The moment he dared to question the truth carved above his head, the moment his own love—fierce and unmeasured—tried to cradle the world, they tore his wings apart.
He was beautiful.
Unbearably so.
Gentle as breath, yet carved from something more than a gasp.
And still, they named him devil.
He wanted to rise beyond the walls that hemmed him in. To see the sky with his own eyes, not through the fables they fed him.
But when he reached, the weight of his yearning dragged him under.
Or so they claimed.
The sky he longed for once lived in his gaze.
Now a fire nested there instead.
He bled for that dream.
Refused to kneel.
And for that defiance, they wrenched it from his heart, leaving only red ripples on the water.
They named him devil.
Because he would not bow.
Clad in vengeance for an armor, he climbed.
Every wound a rung, every loss a step.
Still bleeding, still reaching, still leaving marks the world used as a reason to blame him.
But what remains of a man who spends himself like coin, building a path out of his own bones?
Will the hollow shell remember his name when he reaches the summit?
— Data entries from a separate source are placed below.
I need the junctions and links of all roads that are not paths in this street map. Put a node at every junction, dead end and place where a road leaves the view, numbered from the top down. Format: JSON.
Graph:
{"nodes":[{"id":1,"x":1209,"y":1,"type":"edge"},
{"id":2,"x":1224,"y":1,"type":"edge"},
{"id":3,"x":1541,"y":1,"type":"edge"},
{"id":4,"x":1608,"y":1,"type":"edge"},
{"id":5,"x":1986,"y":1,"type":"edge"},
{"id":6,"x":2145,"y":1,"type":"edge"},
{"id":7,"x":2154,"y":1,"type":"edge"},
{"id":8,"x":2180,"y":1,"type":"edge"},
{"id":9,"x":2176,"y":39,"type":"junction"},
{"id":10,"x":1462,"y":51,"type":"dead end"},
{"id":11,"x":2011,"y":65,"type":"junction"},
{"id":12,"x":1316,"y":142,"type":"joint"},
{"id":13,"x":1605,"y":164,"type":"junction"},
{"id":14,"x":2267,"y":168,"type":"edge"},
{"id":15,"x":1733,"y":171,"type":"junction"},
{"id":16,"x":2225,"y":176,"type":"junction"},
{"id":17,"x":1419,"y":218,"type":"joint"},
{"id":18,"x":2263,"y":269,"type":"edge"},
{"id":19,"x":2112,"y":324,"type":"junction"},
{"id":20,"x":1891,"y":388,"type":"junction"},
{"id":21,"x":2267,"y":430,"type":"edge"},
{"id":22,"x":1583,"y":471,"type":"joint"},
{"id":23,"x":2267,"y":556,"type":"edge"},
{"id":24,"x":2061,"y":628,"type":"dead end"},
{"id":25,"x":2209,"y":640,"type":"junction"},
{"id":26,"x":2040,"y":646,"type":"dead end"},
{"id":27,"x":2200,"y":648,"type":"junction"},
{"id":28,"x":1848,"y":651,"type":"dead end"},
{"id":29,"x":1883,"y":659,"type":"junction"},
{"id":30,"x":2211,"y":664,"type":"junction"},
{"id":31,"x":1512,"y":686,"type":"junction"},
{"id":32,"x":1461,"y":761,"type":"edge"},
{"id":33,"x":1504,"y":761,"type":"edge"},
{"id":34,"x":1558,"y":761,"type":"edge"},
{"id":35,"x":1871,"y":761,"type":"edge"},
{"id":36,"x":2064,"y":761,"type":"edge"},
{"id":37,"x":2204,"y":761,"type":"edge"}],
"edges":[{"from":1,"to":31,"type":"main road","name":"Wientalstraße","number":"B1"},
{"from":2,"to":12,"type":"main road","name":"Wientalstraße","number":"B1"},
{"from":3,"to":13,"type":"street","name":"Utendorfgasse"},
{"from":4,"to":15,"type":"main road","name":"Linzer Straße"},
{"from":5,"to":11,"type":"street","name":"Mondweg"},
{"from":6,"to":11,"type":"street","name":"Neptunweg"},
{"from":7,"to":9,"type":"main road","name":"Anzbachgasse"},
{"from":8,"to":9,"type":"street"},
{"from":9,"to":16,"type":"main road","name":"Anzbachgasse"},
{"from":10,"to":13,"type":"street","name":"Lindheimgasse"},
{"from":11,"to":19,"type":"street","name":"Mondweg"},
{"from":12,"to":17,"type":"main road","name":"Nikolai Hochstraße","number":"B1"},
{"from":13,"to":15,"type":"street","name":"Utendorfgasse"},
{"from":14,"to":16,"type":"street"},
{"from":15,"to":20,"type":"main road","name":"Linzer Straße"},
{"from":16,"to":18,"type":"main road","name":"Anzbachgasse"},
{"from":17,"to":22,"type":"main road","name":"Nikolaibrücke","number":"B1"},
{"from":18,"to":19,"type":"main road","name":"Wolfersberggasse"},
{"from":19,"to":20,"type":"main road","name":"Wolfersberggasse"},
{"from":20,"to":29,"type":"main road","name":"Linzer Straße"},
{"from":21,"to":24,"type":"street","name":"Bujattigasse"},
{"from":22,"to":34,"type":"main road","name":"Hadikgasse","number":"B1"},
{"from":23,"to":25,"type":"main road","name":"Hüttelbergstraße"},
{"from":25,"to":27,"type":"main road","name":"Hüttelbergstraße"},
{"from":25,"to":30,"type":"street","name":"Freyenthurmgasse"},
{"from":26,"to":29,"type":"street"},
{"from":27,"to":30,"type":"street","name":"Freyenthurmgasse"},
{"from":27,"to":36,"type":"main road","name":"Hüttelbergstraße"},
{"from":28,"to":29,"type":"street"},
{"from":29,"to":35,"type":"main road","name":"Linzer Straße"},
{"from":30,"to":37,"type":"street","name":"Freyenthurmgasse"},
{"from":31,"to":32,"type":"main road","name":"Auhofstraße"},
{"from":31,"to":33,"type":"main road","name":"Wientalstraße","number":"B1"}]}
Will the sky recognize him when it gazes back?
Those eyes—once pure—were stained when he was cast to the pit for the crime of loving too deeply.
The lesson they carved into his flesh was not mercy. It was warning:
Once you have fallen, you are not meant to rise.
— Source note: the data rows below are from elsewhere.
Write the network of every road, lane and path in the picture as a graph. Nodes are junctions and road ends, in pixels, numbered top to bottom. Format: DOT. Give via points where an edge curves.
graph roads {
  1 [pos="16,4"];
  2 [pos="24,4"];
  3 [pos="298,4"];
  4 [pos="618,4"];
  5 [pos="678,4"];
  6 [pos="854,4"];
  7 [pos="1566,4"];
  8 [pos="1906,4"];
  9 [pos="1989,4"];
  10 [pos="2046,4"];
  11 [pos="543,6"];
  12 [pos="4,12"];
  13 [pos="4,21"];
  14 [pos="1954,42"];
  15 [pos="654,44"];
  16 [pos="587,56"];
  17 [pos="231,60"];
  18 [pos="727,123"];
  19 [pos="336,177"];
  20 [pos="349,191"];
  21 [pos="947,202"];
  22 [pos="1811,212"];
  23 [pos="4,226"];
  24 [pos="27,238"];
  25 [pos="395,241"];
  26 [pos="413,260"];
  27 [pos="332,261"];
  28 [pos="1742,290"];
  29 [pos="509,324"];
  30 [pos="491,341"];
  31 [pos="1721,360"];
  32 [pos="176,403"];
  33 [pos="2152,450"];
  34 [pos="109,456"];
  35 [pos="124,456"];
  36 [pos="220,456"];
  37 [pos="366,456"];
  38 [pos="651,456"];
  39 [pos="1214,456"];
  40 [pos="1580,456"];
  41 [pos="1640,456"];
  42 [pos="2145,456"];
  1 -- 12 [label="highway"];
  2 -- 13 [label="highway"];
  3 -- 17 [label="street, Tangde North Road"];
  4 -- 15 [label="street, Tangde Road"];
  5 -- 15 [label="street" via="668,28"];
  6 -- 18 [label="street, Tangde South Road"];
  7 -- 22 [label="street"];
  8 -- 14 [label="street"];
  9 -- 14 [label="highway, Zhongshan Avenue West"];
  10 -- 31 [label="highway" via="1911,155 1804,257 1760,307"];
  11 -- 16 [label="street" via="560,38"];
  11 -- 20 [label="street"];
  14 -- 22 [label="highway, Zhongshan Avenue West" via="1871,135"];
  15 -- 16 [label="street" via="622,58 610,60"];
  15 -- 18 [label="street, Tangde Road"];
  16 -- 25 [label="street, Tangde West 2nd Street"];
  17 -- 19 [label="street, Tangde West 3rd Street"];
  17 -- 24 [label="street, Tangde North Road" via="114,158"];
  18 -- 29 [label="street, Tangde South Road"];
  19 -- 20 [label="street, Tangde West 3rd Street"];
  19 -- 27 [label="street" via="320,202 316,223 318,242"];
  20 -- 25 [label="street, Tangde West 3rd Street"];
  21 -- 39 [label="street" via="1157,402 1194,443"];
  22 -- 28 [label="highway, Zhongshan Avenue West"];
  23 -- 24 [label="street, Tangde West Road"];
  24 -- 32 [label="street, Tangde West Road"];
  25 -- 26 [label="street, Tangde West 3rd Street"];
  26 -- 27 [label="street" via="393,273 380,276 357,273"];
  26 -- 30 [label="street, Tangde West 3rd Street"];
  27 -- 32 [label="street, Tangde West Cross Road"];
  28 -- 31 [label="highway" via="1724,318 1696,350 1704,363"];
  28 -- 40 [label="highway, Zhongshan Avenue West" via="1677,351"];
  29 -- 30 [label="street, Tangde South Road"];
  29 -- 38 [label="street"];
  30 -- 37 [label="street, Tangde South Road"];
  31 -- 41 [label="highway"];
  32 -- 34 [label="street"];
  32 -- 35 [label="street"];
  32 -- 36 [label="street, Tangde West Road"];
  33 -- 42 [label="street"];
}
But he did not climb for himself.
He—the devil they named him—carried a heart still burning with love.
A love bitter as ash, unpalatable to most, yet relentless.
Wingless, heavy with desire, his hands drenched in blood, he reached anyway.
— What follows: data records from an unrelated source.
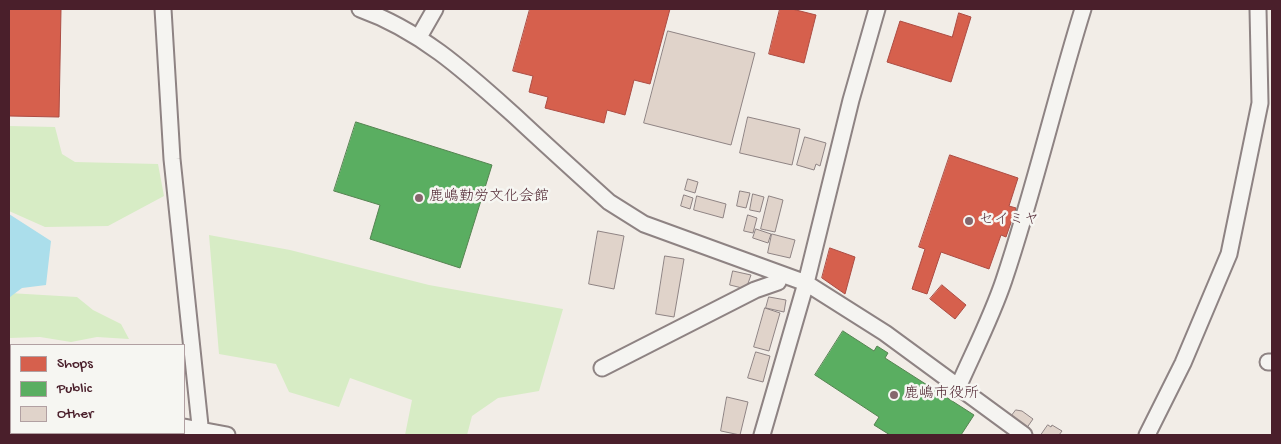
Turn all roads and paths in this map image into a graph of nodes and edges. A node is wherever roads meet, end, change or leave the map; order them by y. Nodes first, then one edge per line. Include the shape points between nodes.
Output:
1 (163, 9) edge
2 (360, 9) edge
3 (436, 9) edge
4 (874, 9) edge
5 (1083, 9) edge
6 (1258, 9) edge
7 (419, 37) junction
8 (778, 282) dead end
9 (806, 283) junction
10 (602, 368) dead end
11 (958, 385) junction
12 (185, 427) edge
13 (200, 432) edge
14 (227, 435) edge
15 (762, 435) edge
16 (1024, 435) edge
17 (1147, 435) edge

1 - 13 street via 172,159
2 - 7 street
3 - 7 street
4 - 9 street
5 - 11 street via 1003,283
6 - 17 street via 1260,103 1229,254
7 - 9 street via 471,76 604,198 628,215 658,230
8 - 10 street via 755,290
9 - 11 street via 885,333
9 - 15 street
11 - 16 street
12 - 13 street
13 - 14 street

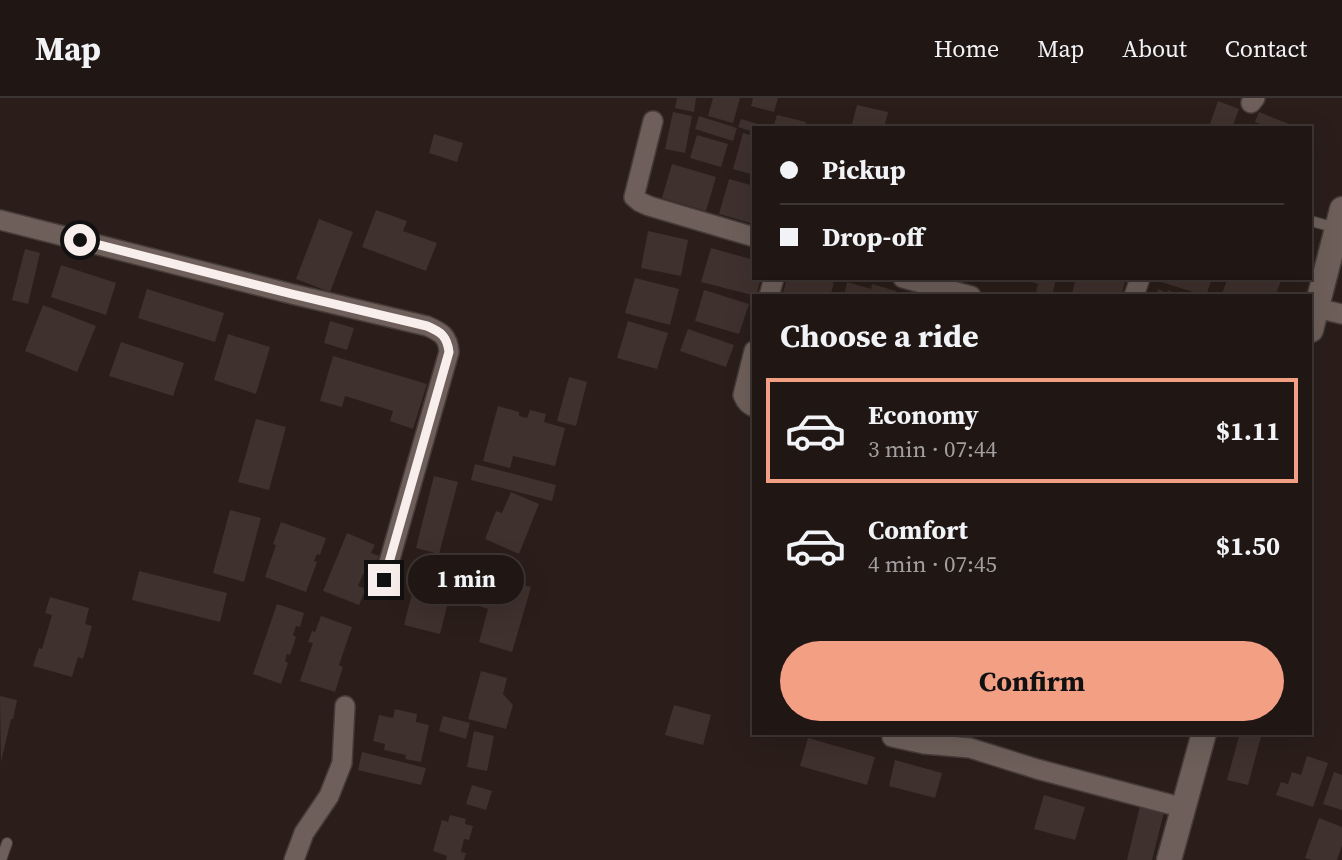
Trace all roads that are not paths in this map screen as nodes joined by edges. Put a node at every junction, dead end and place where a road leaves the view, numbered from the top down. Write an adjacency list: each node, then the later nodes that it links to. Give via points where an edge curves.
1 (653, 121): 5 (street, via 634,197 649,206)
2 (1339, 219): 4 (lane); 9 (street)
3 (0, 220): 12 (street, via 440,331 449,352)
4 (1312, 221)
5 (752, 236)
6 (911, 280): 7 (street)
7 (963, 294)
8 (1342, 314): 9 (street)
9 (1314, 319)
10 (752, 359): 11 (street, via 743,395)
11 (752, 406)
12 (384, 580)
13 (345, 706): 19 (street, via 342,763)
14 (1203, 735): 16 (street)
15 (892, 737): 16 (street, via 970,748)
16 (1184, 808): 20 (street)
17 (7, 843): 18 (lane)
18 (1, 860)
19 (294, 860)
20 (1169, 860)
For the sky that was always his.
For the heavens they denied him because no chain could bend his neck.
Changed and factured, he did not yield.
And when nothing else remained, they came for the last relic: his life.
Because a man stripped to the bone has only himself left to burn.
Still, he offered his heart.
Still, he wagered his soul—the very thing they swore he’d long lost.
To the past, he was a fallen angel.
To the world, a devil who almost unmade it.
The future will never whisper his name.
Rain has scoured his blood from the walls.
No memory, no monument remains.
Not for him.
But to me, he was a man.
A man who hungered for more than chains would grant.
A man who would not bare his throat to the teeth that waited.
A man who lost everything—except his faith.